▶ [ABOUT THIS TASK] Would you transcribe the data word for word?

*** Opening TASK INPUTS ***

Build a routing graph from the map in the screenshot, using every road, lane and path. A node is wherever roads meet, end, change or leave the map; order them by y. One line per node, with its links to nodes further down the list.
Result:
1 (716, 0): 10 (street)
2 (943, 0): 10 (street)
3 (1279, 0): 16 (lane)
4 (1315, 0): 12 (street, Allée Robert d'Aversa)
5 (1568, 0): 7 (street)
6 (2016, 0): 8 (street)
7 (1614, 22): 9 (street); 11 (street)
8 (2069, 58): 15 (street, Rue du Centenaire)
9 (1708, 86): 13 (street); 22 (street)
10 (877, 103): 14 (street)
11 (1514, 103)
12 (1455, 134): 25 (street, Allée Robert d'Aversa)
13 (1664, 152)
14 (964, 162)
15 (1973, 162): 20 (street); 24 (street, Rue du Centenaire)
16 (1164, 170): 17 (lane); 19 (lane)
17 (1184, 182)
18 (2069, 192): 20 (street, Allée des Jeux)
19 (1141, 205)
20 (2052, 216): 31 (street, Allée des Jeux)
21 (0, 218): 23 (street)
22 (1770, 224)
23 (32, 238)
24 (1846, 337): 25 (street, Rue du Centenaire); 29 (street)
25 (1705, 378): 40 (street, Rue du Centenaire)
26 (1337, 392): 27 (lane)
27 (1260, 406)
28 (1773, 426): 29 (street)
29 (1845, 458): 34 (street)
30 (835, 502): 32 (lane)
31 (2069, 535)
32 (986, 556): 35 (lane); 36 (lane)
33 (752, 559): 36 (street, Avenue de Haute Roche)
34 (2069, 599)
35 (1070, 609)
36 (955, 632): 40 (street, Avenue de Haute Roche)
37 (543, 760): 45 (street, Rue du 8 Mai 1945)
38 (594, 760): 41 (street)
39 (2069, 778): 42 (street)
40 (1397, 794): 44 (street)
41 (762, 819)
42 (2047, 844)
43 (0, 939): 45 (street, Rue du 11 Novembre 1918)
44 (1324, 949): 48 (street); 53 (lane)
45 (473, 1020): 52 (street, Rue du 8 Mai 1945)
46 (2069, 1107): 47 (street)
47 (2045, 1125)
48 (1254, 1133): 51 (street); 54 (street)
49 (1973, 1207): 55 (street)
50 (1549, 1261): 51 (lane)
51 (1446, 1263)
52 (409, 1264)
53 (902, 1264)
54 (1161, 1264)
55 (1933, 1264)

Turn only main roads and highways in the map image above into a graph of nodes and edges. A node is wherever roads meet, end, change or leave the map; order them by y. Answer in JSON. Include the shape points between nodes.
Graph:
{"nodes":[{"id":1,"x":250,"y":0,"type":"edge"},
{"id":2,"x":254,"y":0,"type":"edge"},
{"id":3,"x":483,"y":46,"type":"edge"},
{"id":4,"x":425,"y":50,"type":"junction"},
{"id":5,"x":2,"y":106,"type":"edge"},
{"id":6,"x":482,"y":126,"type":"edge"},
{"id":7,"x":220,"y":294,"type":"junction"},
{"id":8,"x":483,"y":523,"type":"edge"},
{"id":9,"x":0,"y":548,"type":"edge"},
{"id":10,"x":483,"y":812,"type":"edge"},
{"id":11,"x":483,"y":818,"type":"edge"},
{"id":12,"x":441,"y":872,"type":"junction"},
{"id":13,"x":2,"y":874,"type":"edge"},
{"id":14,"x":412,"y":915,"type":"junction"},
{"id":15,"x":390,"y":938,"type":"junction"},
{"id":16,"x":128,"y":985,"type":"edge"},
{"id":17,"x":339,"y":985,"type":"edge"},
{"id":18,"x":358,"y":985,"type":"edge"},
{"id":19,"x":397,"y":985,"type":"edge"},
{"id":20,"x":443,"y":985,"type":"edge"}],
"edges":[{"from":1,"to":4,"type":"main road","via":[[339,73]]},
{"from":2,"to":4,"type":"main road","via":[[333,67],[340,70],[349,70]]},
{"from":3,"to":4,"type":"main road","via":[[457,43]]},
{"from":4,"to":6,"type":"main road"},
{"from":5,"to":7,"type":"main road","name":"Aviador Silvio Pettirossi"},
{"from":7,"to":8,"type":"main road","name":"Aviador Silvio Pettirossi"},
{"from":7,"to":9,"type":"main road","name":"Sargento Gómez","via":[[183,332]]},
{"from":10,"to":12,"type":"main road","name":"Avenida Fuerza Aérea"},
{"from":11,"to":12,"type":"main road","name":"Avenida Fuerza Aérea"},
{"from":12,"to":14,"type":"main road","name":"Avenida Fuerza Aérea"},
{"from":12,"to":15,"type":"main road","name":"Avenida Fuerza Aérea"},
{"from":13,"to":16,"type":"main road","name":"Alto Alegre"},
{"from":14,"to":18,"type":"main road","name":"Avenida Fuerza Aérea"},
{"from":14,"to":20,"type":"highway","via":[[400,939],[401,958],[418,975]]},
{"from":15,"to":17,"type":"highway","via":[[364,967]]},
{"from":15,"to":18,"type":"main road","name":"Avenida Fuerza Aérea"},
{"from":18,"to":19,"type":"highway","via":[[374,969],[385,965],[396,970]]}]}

*** Closing TASK INPUTS ***

▶ [PROBLEM SOLUTION]
Build a routing graph from the map in the screenshot, using every road, lane and path. A node is wherever roads meet, end, change or leave the map; order them by y. One line per node, with its links to nodes further down the list.
Result:
1 (716, 0): 10 (street)
2 (943, 0): 10 (street)
3 (1279, 0): 16 (lane)
4 (1315, 0): 12 (street, Allée Robert d'Aversa)
5 (1568, 0): 7 (street)
6 (2016, 0): 8 (street)
7 (1614, 22): 9 (street); 11 (street)
8 (2069, 58): 15 (street, Rue du Centenaire)
9 (1708, 86): 13 (street); 22 (street)
10 (877, 103): 14 (street)
11 (1514, 103)
12 (1455, 134): 25 (street, Allée Robert d'Aversa)
13 (1664, 152)
14 (964, 162)
15 (1973, 162): 20 (street); 24 (street, Rue du Centenaire)
16 (1164, 170): 17 (lane); 19 (lane)
17 (1184, 182)
18 (2069, 192): 20 (street, Allée des Jeux)
19 (1141, 205)
20 (2052, 216): 31 (street, Allée des Jeux)
21 (0, 218): 23 (street)
22 (1770, 224)
23 (32, 238)
24 (1846, 337): 25 (street, Rue du Centenaire); 29 (street)
25 (1705, 378): 40 (street, Rue du Centenaire)
26 (1337, 392): 27 (lane)
27 (1260, 406)
28 (1773, 426): 29 (street)
29 (1845, 458): 34 (street)
30 (835, 502): 32 (lane)
31 (2069, 535)
32 (986, 556): 35 (lane); 36 (lane)
33 (752, 559): 36 (street, Avenue de Haute Roche)
34 (2069, 599)
35 (1070, 609)
36 (955, 632): 40 (street, Avenue de Haute Roche)
37 (543, 760): 45 (street, Rue du 8 Mai 1945)
38 (594, 760): 41 (street)
39 (2069, 778): 42 (street)
40 (1397, 794): 44 (street)
41 (762, 819)
42 (2047, 844)
43 (0, 939): 45 (street, Rue du 11 Novembre 1918)
44 (1324, 949): 48 (street); 53 (lane)
45 (473, 1020): 52 (street, Rue du 8 Mai 1945)
46 (2069, 1107): 47 (street)
47 (2045, 1125)
48 (1254, 1133): 51 (street); 54 (street)
49 (1973, 1207): 55 (street)
50 (1549, 1261): 51 (lane)
51 (1446, 1263)
52 (409, 1264)
53 (902, 1264)
54 (1161, 1264)
55 (1933, 1264)

Turn only main roads and highways in the map image above into a graph of nodes and edges. A node is wherever roads meet, end, change or leave the map; order them by y. Answer in JSON. Include the shape points between nodes.
Graph:
{"nodes":[{"id":1,"x":250,"y":0,"type":"edge"},
{"id":2,"x":254,"y":0,"type":"edge"},
{"id":3,"x":483,"y":46,"type":"edge"},
{"id":4,"x":425,"y":50,"type":"junction"},
{"id":5,"x":2,"y":106,"type":"edge"},
{"id":6,"x":482,"y":126,"type":"edge"},
{"id":7,"x":220,"y":294,"type":"junction"},
{"id":8,"x":483,"y":523,"type":"edge"},
{"id":9,"x":0,"y":548,"type":"edge"},
{"id":10,"x":483,"y":812,"type":"edge"},
{"id":11,"x":483,"y":818,"type":"edge"},
{"id":12,"x":441,"y":872,"type":"junction"},
{"id":13,"x":2,"y":874,"type":"edge"},
{"id":14,"x":412,"y":915,"type":"junction"},
{"id":15,"x":390,"y":938,"type":"junction"},
{"id":16,"x":128,"y":985,"type":"edge"},
{"id":17,"x":339,"y":985,"type":"edge"},
{"id":18,"x":358,"y":985,"type":"edge"},
{"id":19,"x":397,"y":985,"type":"edge"},
{"id":20,"x":443,"y":985,"type":"edge"}],
"edges":[{"from":1,"to":4,"type":"main road","via":[[339,73]]},
{"from":2,"to":4,"type":"main road","via":[[333,67],[340,70],[349,70]]},
{"from":3,"to":4,"type":"main road","via":[[457,43]]},
{"from":4,"to":6,"type":"main road"},
{"from":5,"to":7,"type":"main road","name":"Aviador Silvio Pettirossi"},
{"from":7,"to":8,"type":"main road","name":"Aviador Silvio Pettirossi"},
{"from":7,"to":9,"type":"main road","name":"Sargento Gómez","via":[[183,332]]},
{"from":10,"to":12,"type":"main road","name":"Avenida Fuerza Aérea"},
{"from":11,"to":12,"type":"main road","name":"Avenida Fuerza Aérea"},
{"from":12,"to":14,"type":"main road","name":"Avenida Fuerza Aérea"},
{"from":12,"to":15,"type":"main road","name":"Avenida Fuerza Aérea"},
{"from":13,"to":16,"type":"main road","name":"Alto Alegre"},
{"from":14,"to":18,"type":"main road","name":"Avenida Fuerza Aérea"},
{"from":14,"to":20,"type":"highway","via":[[400,939],[401,958],[418,975]]},
{"from":15,"to":17,"type":"highway","via":[[364,967]]},
{"from":15,"to":18,"type":"main road","name":"Avenida Fuerza Aérea"},
{"from":18,"to":19,"type":"highway","via":[[374,969],[385,965],[396,970]]}]}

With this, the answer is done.